*Task instructions*.
All that is needed is each line of the entries holding the word "junction", copied as it stands.

*Supplied information*.
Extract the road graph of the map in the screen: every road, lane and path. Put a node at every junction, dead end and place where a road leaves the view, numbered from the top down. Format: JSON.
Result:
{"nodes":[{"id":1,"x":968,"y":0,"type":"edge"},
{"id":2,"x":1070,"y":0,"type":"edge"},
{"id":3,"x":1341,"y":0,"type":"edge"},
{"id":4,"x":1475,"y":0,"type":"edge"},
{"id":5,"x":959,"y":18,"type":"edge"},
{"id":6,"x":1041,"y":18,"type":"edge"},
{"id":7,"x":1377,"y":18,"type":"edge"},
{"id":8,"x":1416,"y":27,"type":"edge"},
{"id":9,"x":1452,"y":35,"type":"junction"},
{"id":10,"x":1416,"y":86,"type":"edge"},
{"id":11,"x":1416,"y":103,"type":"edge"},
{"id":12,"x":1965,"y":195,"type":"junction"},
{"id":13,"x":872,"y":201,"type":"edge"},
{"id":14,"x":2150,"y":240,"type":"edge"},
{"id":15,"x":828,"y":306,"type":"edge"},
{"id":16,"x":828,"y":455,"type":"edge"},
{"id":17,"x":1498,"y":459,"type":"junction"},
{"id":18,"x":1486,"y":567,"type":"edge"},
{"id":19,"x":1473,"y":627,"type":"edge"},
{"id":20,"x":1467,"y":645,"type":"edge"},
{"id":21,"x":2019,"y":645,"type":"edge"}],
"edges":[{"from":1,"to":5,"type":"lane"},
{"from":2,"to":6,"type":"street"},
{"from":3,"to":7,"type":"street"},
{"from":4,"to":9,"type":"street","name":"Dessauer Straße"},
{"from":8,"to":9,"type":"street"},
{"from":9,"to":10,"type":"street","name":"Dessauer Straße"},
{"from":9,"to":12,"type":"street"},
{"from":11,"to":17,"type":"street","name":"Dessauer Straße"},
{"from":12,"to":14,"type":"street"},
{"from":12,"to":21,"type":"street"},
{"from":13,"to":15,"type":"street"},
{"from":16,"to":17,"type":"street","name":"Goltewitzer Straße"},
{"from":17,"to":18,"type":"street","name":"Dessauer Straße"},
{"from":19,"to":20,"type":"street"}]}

*Written answer*.
Extract the road graph of the map in the screen: every road, lane and path. Put a node at every junction, dead end and place where a road leaves the view, numbered from the top down. Format: JSON.
{"id":9,"x":1452,"y":35,"type":"junction"},
{"id":12,"x":1965,"y":195,"type":"junction"},
{"id":17,"x":1498,"y":459,"type":"junction"},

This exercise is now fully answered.